Le gouvernement a transmis ce mardi aux parlementaires le texte du projet de loi sur le logement, qui sera examiné en Conseil des ministres mercredi. Lors d'une conférence de presse organisée en début de semaine, la ministre du Logement a qualifié la situation dans le secteur de « bombe sociale qui ne peut pas attendre la présidentielle de 2027 ». Cette formule résume l'urgence que l'exécutif entend insuffler à ce texte, fruit de plusieurs mois de concertation avec les professionnels du secteur et les associations d'élus.

Parmi les mesures phares du texte, le gouvernement prévoit la réforme du prêt à taux zéro (PTZ), dont les conditions d'accès devraient être élargies. Le PTZ serait désormais accessible pour l'achat d'un logement neuf dans toutes les zones du territoire, et non plus seulement dans les zones tendues. Par ailleurs, le dispositif pourrait être étendu à l'achat dans l'ancien avec travaux, sous conditions de performance énergétique. Le montant maximal du prêt pourrait être revalorisé, tandis que les plafonds de ressources des ménages bénéficiaires seraient relevés, selon les informations communiquées par les services de la ministre.

Simplification des normes de construction

Le projet de loi entend également accélérer la construction de logements neufs en simplifiant les normes qui pèsent sur les promoteurs. Plusieurs dispositions visent à réduire les délais d'obtention des permis de construire, en créant notamment un guichet unique numérique pour le dépôt des demandes. Le texte prévoit aussi la possibilité de déroger à certaines règles locales d'urbanisme pour les opérations d'initiative publique ou privée visant à réaliser un nombre minimum de logements sociaux ou intermédiaires.
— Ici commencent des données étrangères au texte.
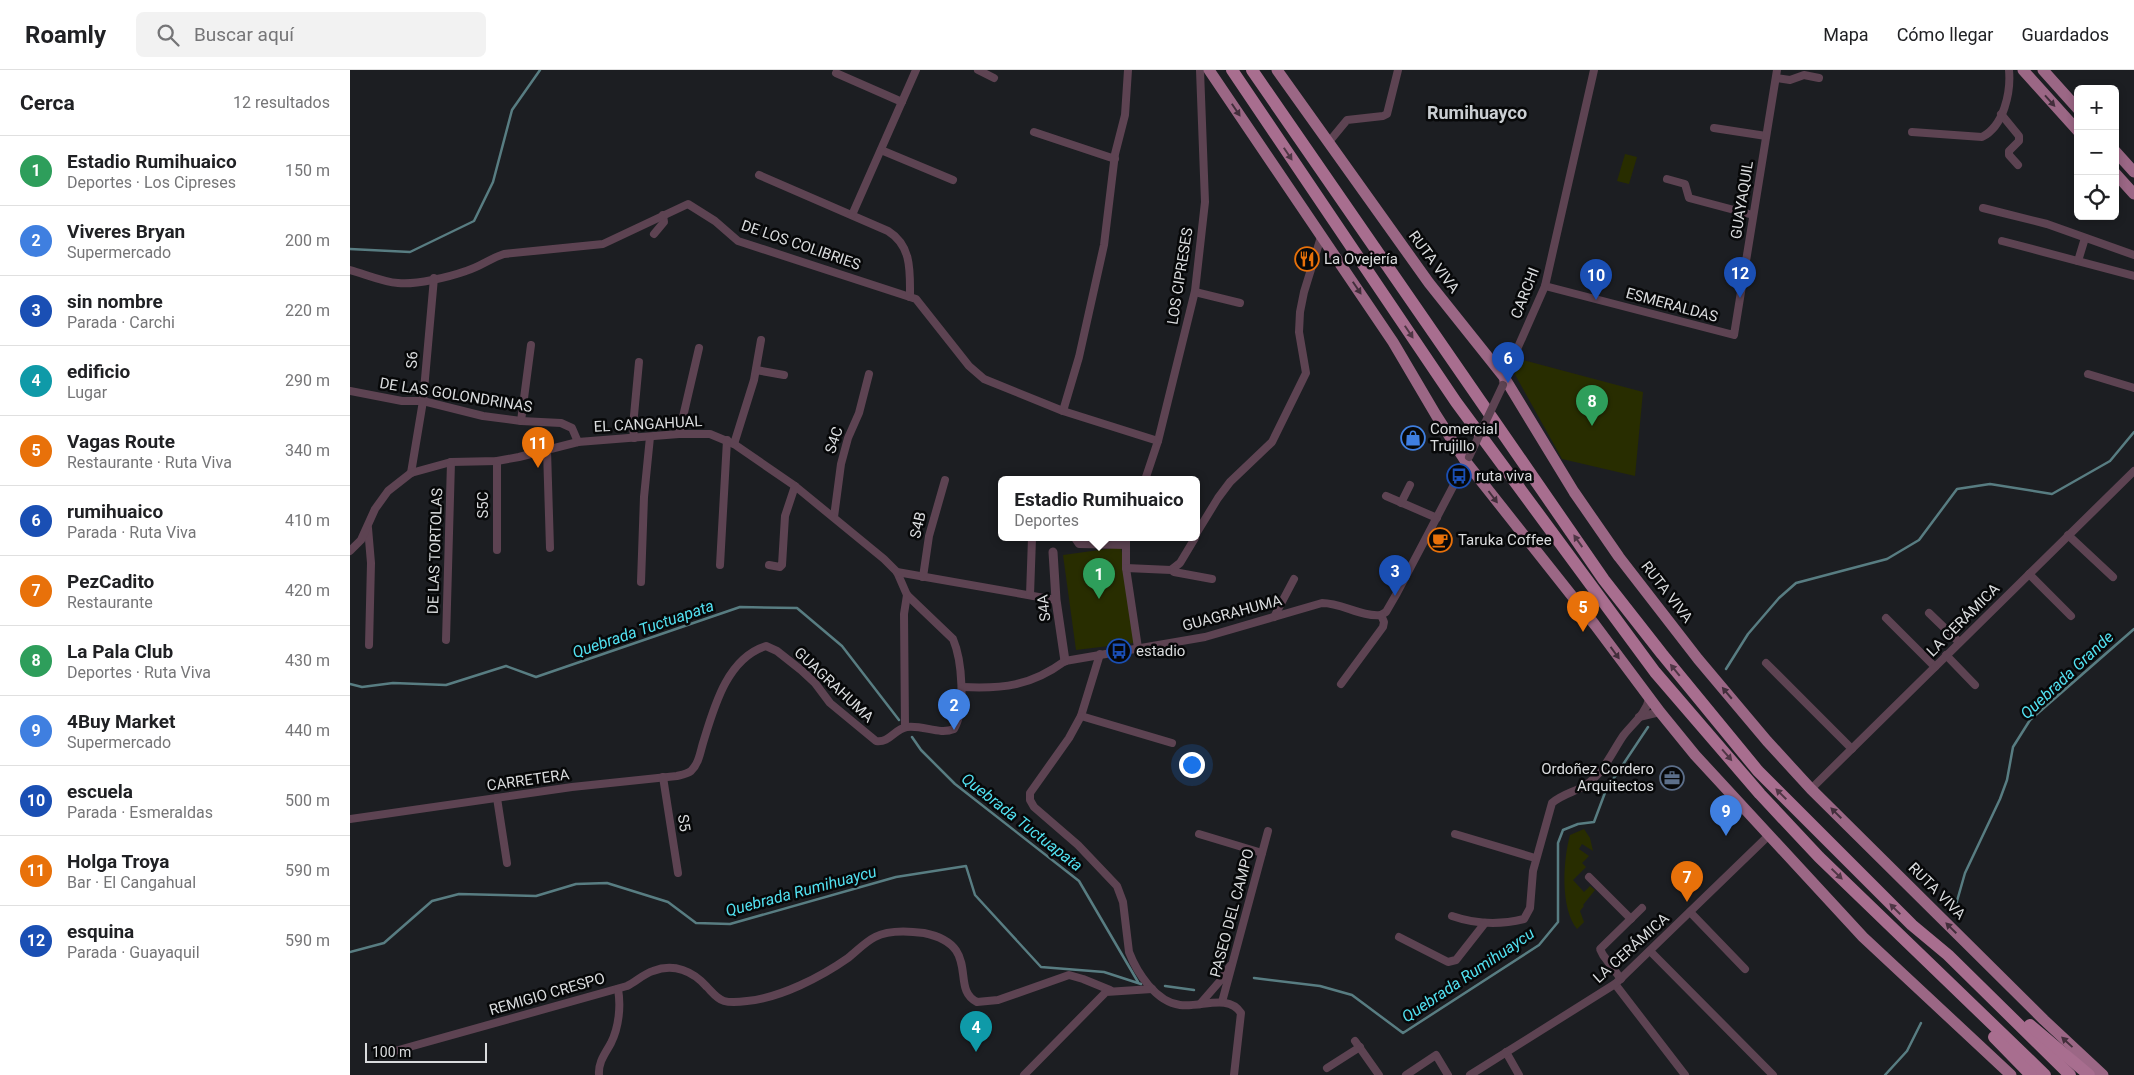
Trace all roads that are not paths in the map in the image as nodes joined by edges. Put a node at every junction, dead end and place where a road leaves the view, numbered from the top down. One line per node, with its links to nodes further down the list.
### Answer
1 (916, 70): 19 (street)
2 (978, 70): 16 (street)
3 (1128, 70): 30 (street)
4 (1200, 70): 52 (street, LOS CIPRESES)
5 (1209, 70): 43 (main road, one-way to 43)
6 (1232, 70): 164 (highway, one-way to 164)
7 (1252, 70): 161 (highway, one-way to 7)
8 (1277, 70): 27 (main road, RUTA VIVA)
9 (1398, 70): 27 (street)
10 (1594, 70): 51 (street, CARCHI)
11 (2009, 70): 21 (street)
12 (2022, 70): 18 (main road)
13 (2044, 71): 18 (main road); 20 (main road)
14 (836, 73): 19 (street)
15 (1777, 74): 17 (street); 26 (street, GUAYAQUIL)
16 (994, 78)
17 (1820, 78)
18 (2033, 81): 23 (main road, one-way to 23)
19 (902, 102): 28 (street)
20 (2074, 105)
21 (2001, 114): 25 (street); 31 (street)
22 (1714, 128): 26 (street)
23 (2076, 130)
24 (1034, 132): 30 (street)
25 (1912, 132)
26 (1766, 136): 41 (street, GUAYAQUIL)
27 (1328, 143): 64 (main road, RUTA VIVA)
28 (881, 150): 36 (street); 40 (street)
29 (2119, 155): 32 (main road)
30 (1115, 159): 68 (street)
31 (2018, 165)
32 (2134, 172)
33 (759, 175): 40 (street)
34 (2117, 175): 37 (main road)
35 (1667, 179): 41 (street)
36 (953, 180)
37 (2134, 194)
38 (1983, 208): 44 (street)
39 (663, 215): 42 (street); 50 (street, DE LOS COLIBRIES); 53 (street, DE LOS COLIBRIES)
40 (852, 215): 53 (street)
41 (1753, 216): 55 (street, GUAYAQUIL)
42 (654, 234)
43 (1321, 237): 78 (main road, one-way to 78); 91 (street)
44 (2085, 238): 46 (street); 47 (street)
45 (2002, 241): 47 (street)
46 (2134, 255)
47 (2078, 261): 49 (street)
48 (350, 270): 50 (street, DE LOS COLIBRIES)
49 (2134, 276)
50 (434, 278): 67 (street, S6)
51 (1545, 286): 55 (street, ESMERALDAS); 64 (street, CARCHI)
52 (1195, 292): 54 (street); 74 (street, LOS CIPRESES)
53 (910, 297): 68 (street, DE LOS COLIBRIES)
54 (1240, 303)
55 (1734, 335)
56 (761, 340): 60 (street)
57 (532, 345): 69 (street)
58 (699, 348): 70 (street)
59 (639, 362): 72 (street)
60 (756, 370): 63 (street); 76 (street)
61 (870, 374): 89 (street, S4C)
62 (2088, 374): 65 (street)
63 (784, 375)
64 (1503, 381): 78 (street, CARCHI, bridge); 142 (main road, RUTA VIVA, one-way to 64)
65 (2134, 388)
66 (350, 391): 67 (street, DE LAS GOLONDRINAS)
67 (423, 401): 69 (street, DE LAS GOLONDRINAS); 82 (street, S6)
68 (1063, 411): 74 (street, DE LOS COLIBRIES)
69 (520, 421): 75 (street, DE LAS GOLONDRINAS)
70 (680, 434): 71 (street, EL CANGAHUAL); 73 (street, EL CANGAHUAL)
71 (650, 437): 72 (street, EL CANGAHUAL); 112 (street)
72 (634, 438): 75 (street, EL CANGAHUAL)
73 (727, 440): 76 (street, EL CANGAHUAL); 102 (street)
74 (1158, 441): 83 (street, LOS CIPRESES)
75 (578, 442): 77 (street, EL CANGAHUAL)
76 (734, 444): 86 (street, EL CANGAHUAL)
77 (547, 450): 79 (street, EL CANGAHUAL); 98 (street)
78 (1468, 459): 90 (street, CARCHI); 133 (main road, one-way to 133)
79 (497, 460): 80 (street, EL CANGAHUAL); 99 (street, S5C)
80 (451, 462): 82 (street, EL CANGAHUAL); 121 (street, DE LAS TORTOLAS)
81 (2134, 471): 93 (street, LA CERÁMICA)
82 (411, 473): 92 (street, EL CANGAHUAL)
83 (1146, 476)
84 (945, 480): 108 (street, S4B)
85 (1410, 485): 88 (street)
86 (794, 486): 89 (street, EL CANGAHUAL); 103 (street)
87 (1386, 496): 88 (street)
88 (1401, 502): 90 (street)
89 (834, 517): 106 (street, EL CANGAHUAL)
90 (1437, 518): 117 (street, CARCHI)
91 (1200, 527)
92 (368, 528): 100 (street, EL CANGAHUAL); 123 (street)
93 (2068, 535): 107 (street, LA CERÁMICA); 109 (street)
94 (1032, 541): 114 (street)
95 (1077, 541): 96 (street)
96 (1126, 541): 104 (street)
97 (1193, 541): 105 (street)
98 (550, 548)
99 (497, 550)
100 (350, 551)
101 (1053, 552): 115 (street, S4A)
102 (720, 564)
103 (769, 565)
104 (1126, 568): 105 (street); 124 (street)
105 (1175, 569): 111 (street)
106 (897, 572): 108 (street); 113 (street, EL CANGAHUAL)
107 (2029, 574): 118 (street); 122 (street, LA CERÁMICA)
108 (923, 576): 114 (street)
109 (2113, 578)
110 (1294, 579): 119 (street)
111 (1212, 580)
112 (641, 582)
113 (907, 594): 132 (street, EL CANGAHUAL); 137 (street)
114 (1030, 595): 115 (street)
115 (1056, 600): 127 (street, S4A)
116 (1929, 613): 122 (street)
117 (1381, 615): 119 (street, GUAGRAHUMA); 130 (street, CARCHI)
118 (2071, 616)
119 (1274, 617): 124 (street, GUAGRAHUMA)
120 (1886, 618): 129 (street)
121 (446, 640)
122 (1960, 642): 126 (street, LA CERÁMICA)
123 (369, 645)
124 (1138, 648): 125 (street, GUAGRAHUMA)
125 (1100, 654): 127 (street, GUAGRAHUMA); 135 (street)
126 (1946, 655): 129 (street, LA CERÁMICA); 131 (street)
127 (1065, 661): 132 (street, GUAGRAHUMA)
128 (1766, 663): 139 (street)
129 (1935, 667): 139 (street, LA CERÁMICA)
130 (1341, 684)
131 (1975, 685)
132 (962, 686): 137 (street)
133 (1649, 699): 134 (main road); 136 (street)
134 (1660, 712): 136 (street); 148 (main road)
135 (1081, 716): 138 (street); 167 (street)
136 (1639, 717): 150 (street)
137 (905, 727): 140 (street, GUAGRAHUMA)
138 (1172, 743)
139 (1852, 749): 142 (street, LA CERÁMICA)
140 (700, 755): 141 (street, CARRETERA)
141 (664, 777): 143 (street, CARRETERA); 152 (street, S5)
142 (1811, 789): 189 (main road, RUTA VIVA, one-way to 142)
143 (497, 798): 144 (street, CARRETERA); 151 (street)
144 (350, 819)
145 (1268, 831): 149 (street, PASEO DEL CAMPO)
146 (1199, 834): 149 (street)
147 (1455, 834): 150 (street)
148 (1768, 836): 155 (street, LA CERÁMICA); 184 (main road)
149 (1262, 853): 162 (street, PASEO DEL CAMPO)
150 (1535, 858): 158 (street)
151 (507, 863)
152 (678, 872)
153 (1589, 877): 157 (street)
154 (1642, 908): 157 (street)
155 (1690, 912): 160 (street, LA CERÁMICA); 163 (street)
156 (1452, 916): 158 (street)
157 (1630, 919): 165 (street)
158 (1485, 923): 159 (street)
159 (1399, 937)
160 (1650, 951): 165 (street, LA CERÁMICA); 183 (street)
161 (1948, 955): 187 (highway); 188 (highway)
162 (1234, 960): 169 (street, PASEO DEL CAMPO); 170 (street)
163 (1746, 969)
164 (1941, 974): 185 (highway); 186 (highway)
165 (1618, 982): 172 (street, LA CERÁMICA); 182 (street)
166 (618, 989): 168 (street); 171 (street, REMIGIO CRESPO); 174 (street, REMIGIO CRESPO)
167 (1152, 989): 168 (street); 170 (street)
168 (1110, 990): 175 (street)
169 (1222, 1002): 170 (street); 176 (street)
170 (1200, 1004)
171 (395, 1051)
172 (1506, 1052): 180 (street, LA CERÁMICA); 181 (street)
173 (1328, 1068): 177 (street)
174 (599, 1075)
175 (1024, 1075)
176 (1234, 1075)
177 (1379, 1075)
178 (1406, 1075): 179 (street)
179 (1448, 1075)
180 (1470, 1075)
181 (1519, 1075)
182 (1684, 1075)
183 (1773, 1075)
184 (2011, 1075)
185 (2031, 1075)
186 (2045, 1075)
187 (2070, 1075)
188 (2090, 1075)
189 (2103, 1075)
La réglementation environnementale, dite RE2020, serait également adaptée : les exigences en matière d'empreinte carbone des bâtiments neufs seraient assouplies pour les logements collectifs et les maisons individuelles groupées. Le gouvernement justifie cette mesure par la nécessité de réduire les coûts de construction, qui ont augmenté de près de 30 % en cinq ans, selon les chiffres de la Fédération française du bâtiment.

Encadrement renforcé des meublés touristiques

Le texte prévoit un durcissement des règles applicables aux locations de courte durée, notamment celles passant par des plateformes comme Airbnb. Les maires des communes situées en zone tendue pourraient instaurer un quota maximal de logements pouvant être loués en meublé touristique. Par ailleurs, la durée maximale de location d'une résidence principale via ces plateformes serait réduite de 120 à 90 jours par an. Les propriétaires de logements classés en meublés de tourisme devront également fournir un diagnostic de performance énergétique (DPE) attestant d'une classe minimale D, sous peine de voir leur bien retiré des plateformes.

Un plan de 5 milliards d'euros sur cinq ans

Pour financer ces mesures, le gouvernement annonce un plan d'investissement de 5 milliards d'euros sur la période 2026-2031. Cette enveloppe sera notamment consacrée à la construction de 30 000 logements sociaux supplémentaires par an, à la rénovation énergétique de 100 000 logements privés et à l'aide à la primo-accession via le PTZ élargi. Le financement proviendrait en partie de la fiscalité sur les plus-values immobilières des résidences secondaires et de la hausse de la taxe sur les logements vacants dans les zones tendues.

Réactions contrastées

Les premières réactions des acteurs du secteur sont partagées. La Fédération des promoteurs immobiliers a salué « un signal fort pour relancer la construction », tout en regrettant que les mesures ne soient pas « plus radicales » sur la baisse de la fiscalité immobilière. De leur côté, les associations de locataires dénoncent un texte « trop favorable aux intérêts des promoteurs et des propriétaires bailleurs », estimant que les mesures d'encadrement des loyers restent insuffisantes. L'Union sociale pour l'habitat a jugé les ambitions en matière de logement social « en deçà des besoins réels », rappelant que plus de 2,4 millions de ménages sont en attente d'un logement social.